### Collected data entries
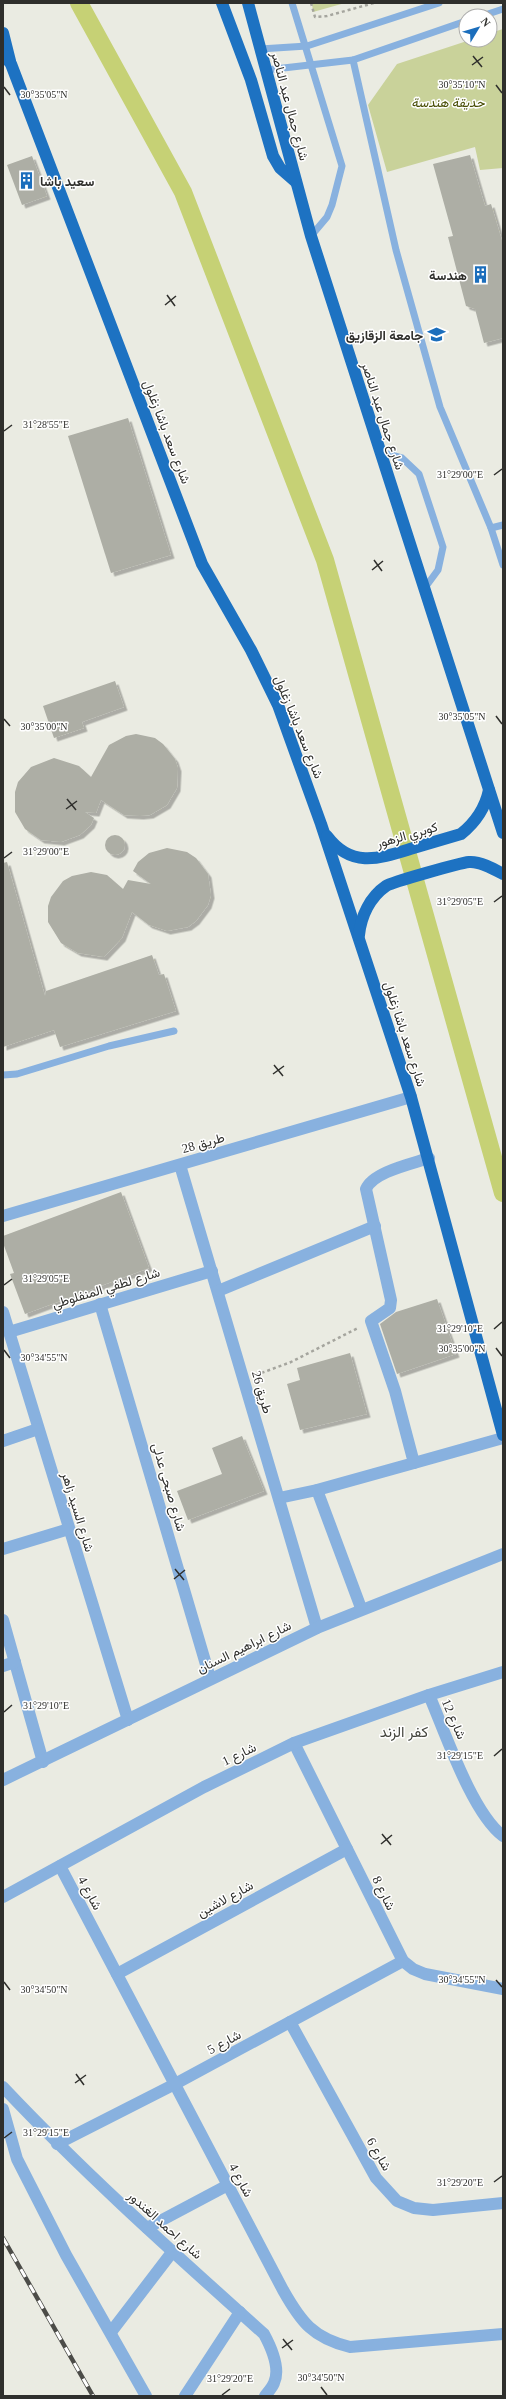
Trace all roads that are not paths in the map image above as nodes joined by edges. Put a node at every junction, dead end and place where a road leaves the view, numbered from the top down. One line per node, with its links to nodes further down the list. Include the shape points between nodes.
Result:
1 (222, 3): 14 (highway, via 251,80 273,156 280,168)
2 (248, 3): 8 (highway, شارع جمال عبد الناصر)
3 (292, 3): 7 (lane)
4 (439, 3): 7 (lane)
5 (458, 24): 10 (lane)
6 (3, 33): 11 (highway)
7 (307, 46): 8 (lane); 12 (lane)
8 (260, 49): 13 (highway, شارع جمال عبد الناصر)
9 (3, 54): 11 (highway, شارع سعد باشا زغلول)
10 (354, 60): 12 (lane); 18 (lane, via 396,250 440,407)
11 (11, 64): 22 (highway, شارع سعد باشا زغلول, via 202,564 251,650 278,705)
12 (312, 66): 13 (lane); 15 (lane, via 342,166 327,217)
13 (266, 70): 14 (highway, شارع جمال عبد الناصر)
14 (296, 182): 15 (highway, شارع جمال عبد الناصر)
15 (311, 236): 16 (highway, شارع جمال عبد الناصر)
16 (380, 452): 20 (highway, شارع جمال عبد الناصر); 20 (lane, via 402,458 419,474 443,547 438,570)
17 (503, 525): 18 (lane)
18 (491, 528): 19 (lane)
19 (503, 565)
20 (424, 589): 21 (highway, شارع جمال عبد الناصر)
21 (489, 790): 22 (highway, كوبري الزهور, via 482,811 469,828 460,834 379,859 364,859 338,848); 23 (highway, شارع جمال عبد الناصر)
22 (321, 824): 25 (highway, شارع سعد باشا زغلول)
23 (503, 831)
24 (503, 874): 25 (highway, via 487,866 469,862 388,885 378,892 367,907)
25 (358, 937): 28 (highway, شارع سعد باشا زغلول)
26 (174, 1031): 27 (lane, via 109,1046 17,1074)
27 (3, 1075)
28 (411, 1097): 29 (highway, شارع سعد باشا زغلول); 30 (street, طريق 28)
29 (429, 1158): 32 (street, via 376,1177 368,1183 366,1194); 39 (highway, شارع سعد باشا زغلول)
30 (180, 1165): 31 (street, طريق 28); 33 (street, طريق 26)
31 (3, 1216)
32 (375, 1226): 34 (street); 42 (street, via 391,1300 390,1308 371,1321 395,1391)
33 (212, 1271): 34 (street, طريق 26); 35 (street, شارع لطفي المنفلوطي)
34 (218, 1291): 44 (street, طريق 26)
35 (100, 1304): 37 (street, شارع لطفي المنفلوطي); 54 (street, شارع صبحى عدلى)
36 (3, 1312): 37 (street, شارع السيد زاهر)
37 (9, 1332): 38 (street, شارع السيد زاهر)
38 (38, 1429): 41 (street); 45 (street, شارع السيد زاهر)
39 (503, 1435)
40 (503, 1438): 42 (street)
41 (3, 1441)
42 (414, 1464): 43 (street)
43 (317, 1490): 44 (street); 48 (street)
44 (278, 1498): 50 (street, طريق 26)
45 (69, 1529): 46 (street); 56 (street, شارع السيد زاهر)
46 (3, 1549)
47 (503, 1554): 48 (street, شارع ابراهيم السنان)
48 (361, 1608): 50 (street, شارع ابراهيم السنان)
49 (3, 1620): 51 (street)
50 (316, 1628): 54 (street, شارع ابراهيم السنان)
51 (15, 1662): 52 (street); 58 (street)
52 (3, 1666)
53 (503, 1672): 55 (street, شارع 1)
54 (210, 1678): 56 (street, شارع ابراهيم السنان)
55 (429, 1695): 57 (street, شارع 1); 60 (street, شارع 12, via 461,1770 486,1820)
56 (128, 1720): 58 (street, شارع ابراهيم السنان)
57 (294, 1743): 61 (street, شارع 8); 62 (street, شارع 1, via 204,1787)
58 (43, 1762): 59 (street, شارع ابراهيم السنان)
59 (3, 1780)
60 (503, 1836)
61 (346, 1849): 64 (street, شارع 8); 65 (street, شارع لاشين)
62 (60, 1866): 63 (street, شارع 1); 65 (street, شارع 4)
63 (3, 1897)
64 (403, 1961): 66 (street, via 425,1974); 67 (street, شارع 5)
65 (117, 1974): 68 (street, شارع 4)
66 (503, 1989)
67 (290, 2022): 68 (street, شارع 5); 73 (street, شارع 6, via 376,2178 397,2201 414,2208 433,2210)
68 (175, 2084): 71 (street, شارع 5); 72 (street, شارع 4)
69 (3, 2086): 71 (street, شارع احمد الغندور)
70 (3, 2109): 77 (street, via 17,2159 66,2255)
71 (57, 2144): 74 (street, شارع احمد الغندور)
72 (228, 2185): 74 (street); 78 (street, شارع 4, via 294,2308 303,2322 316,2334 350,2347)
73 (503, 2202)
74 (146, 2228): 75 (street, شارع احمد الغندور)
75 (173, 2251): 76 (street, شارع احمد الغندور); 77 (street)
76 (240, 2312): 80 (street); 81 (street, شارع احمد الغندور, via 264,2334 272,2350 276,2369 275,2382)
77 (111, 2332): 79 (street)
78 (503, 2334)
79 (146, 2396)
80 (185, 2396)
81 (265, 2396)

### Required work
The output has to match the data above line for line, except that pictures are dropped.

### Result of this exercise
Trace all roads that are not paths in the map image above as nodes joined by edges. Put a node at every junction, dead end and place where a road leaves the view, numbered from the top down. One line per node, with its links to nodes further down the list. Include the shape points between nodes.
Result:
1 (222, 3): 14 (highway, via 251,80 273,156 280,168)
2 (248, 3): 8 (highway, شارع جمال عبد الناصر)
3 (292, 3): 7 (lane)
4 (439, 3): 7 (lane)
5 (458, 24): 10 (lane)
6 (3, 33): 11 (highway)
7 (307, 46): 8 (lane); 12 (lane)
8 (260, 49): 13 (highway, شارع جمال عبد الناصر)
9 (3, 54): 11 (highway, شارع سعد باشا زغلول)
10 (354, 60): 12 (lane); 18 (lane, via 396,250 440,407)
11 (11, 64): 22 (highway, شارع سعد باشا زغلول, via 202,564 251,650 278,705)
12 (312, 66): 13 (lane); 15 (lane, via 342,166 327,217)
13 (266, 70): 14 (highway, شارع جمال عبد الناصر)
14 (296, 182): 15 (highway, شارع جمال عبد الناصر)
15 (311, 236): 16 (highway, شارع جمال عبد الناصر)
16 (380, 452): 20 (highway, شارع جمال عبد الناصر); 20 (lane, via 402,458 419,474 443,547 438,570)
17 (503, 525): 18 (lane)
18 (491, 528): 19 (lane)
19 (503, 565)
20 (424, 589): 21 (highway, شارع جمال عبد الناصر)
21 (489, 790): 22 (highway, كوبري الزهور, via 482,811 469,828 460,834 379,859 364,859 338,848); 23 (highway, شارع جمال عبد الناصر)
22 (321, 824): 25 (highway, شارع سعد باشا زغلول)
23 (503, 831)
24 (503, 874): 25 (highway, via 487,866 469,862 388,885 378,892 367,907)
25 (358, 937): 28 (highway, شارع سعد باشا زغلول)
26 (174, 1031): 27 (lane, via 109,1046 17,1074)
27 (3, 1075)
28 (411, 1097): 29 (highway, شارع سعد باشا زغلول); 30 (street, طريق 28)
29 (429, 1158): 32 (street, via 376,1177 368,1183 366,1194); 39 (highway, شارع سعد باشا زغلول)
30 (180, 1165): 31 (street, طريق 28); 33 (street, طريق 26)
31 (3, 1216)
32 (375, 1226): 34 (street); 42 (street, via 391,1300 390,1308 371,1321 395,1391)
33 (212, 1271): 34 (street, طريق 26); 35 (street, شارع لطفي المنفلوطي)
34 (218, 1291): 44 (street, طريق 26)
35 (100, 1304): 37 (street, شارع لطفي المنفلوطي); 54 (street, شارع صبحى عدلى)
36 (3, 1312): 37 (street, شارع السيد زاهر)
37 (9, 1332): 38 (street, شارع السيد زاهر)
38 (38, 1429): 41 (street); 45 (street, شارع السيد زاهر)
39 (503, 1435)
40 (503, 1438): 42 (street)
41 (3, 1441)
42 (414, 1464): 43 (street)
43 (317, 1490): 44 (street); 48 (street)
44 (278, 1498): 50 (street, طريق 26)
45 (69, 1529): 46 (street); 56 (street, شارع السيد زاهر)
46 (3, 1549)
47 (503, 1554): 48 (street, شارع ابراهيم السنان)
48 (361, 1608): 50 (street, شارع ابراهيم السنان)
49 (3, 1620): 51 (street)
50 (316, 1628): 54 (street, شارع ابراهيم السنان)
51 (15, 1662): 52 (street); 58 (street)
52 (3, 1666)
53 (503, 1672): 55 (street, شارع 1)
54 (210, 1678): 56 (street, شارع ابراهيم السنان)
55 (429, 1695): 57 (street, شارع 1); 60 (street, شارع 12, via 461,1770 486,1820)
56 (128, 1720): 58 (street, شارع ابراهيم السنان)
57 (294, 1743): 61 (street, شارع 8); 62 (street, شارع 1, via 204,1787)
58 (43, 1762): 59 (street, شارع ابراهيم السنان)
59 (3, 1780)
60 (503, 1836)
61 (346, 1849): 64 (street, شارع 8); 65 (street, شارع لاشين)
62 (60, 1866): 63 (street, شارع 1); 65 (street, شارع 4)
63 (3, 1897)
64 (403, 1961): 66 (street, via 425,1974); 67 (street, شارع 5)
65 (117, 1974): 68 (street, شارع 4)
66 (503, 1989)
67 (290, 2022): 68 (street, شارع 5); 73 (street, شارع 6, via 376,2178 397,2201 414,2208 433,2210)
68 (175, 2084): 71 (street, شارع 5); 72 (street, شارع 4)
69 (3, 2086): 71 (street, شارع احمد الغندور)
70 (3, 2109): 77 (street, via 17,2159 66,2255)
71 (57, 2144): 74 (street, شارع احمد الغندور)
72 (228, 2185): 74 (street); 78 (street, شارع 4, via 294,2308 303,2322 316,2334 350,2347)
73 (503, 2202)
74 (146, 2228): 75 (street, شارع احمد الغندور)
75 (173, 2251): 76 (street, شارع احمد الغندور); 77 (street)
76 (240, 2312): 80 (street); 81 (street, شارع احمد الغندور, via 264,2334 272,2350 276,2369 275,2382)
77 (111, 2332): 79 (street)
78 (503, 2334)
79 (146, 2396)
80 (185, 2396)
81 (265, 2396)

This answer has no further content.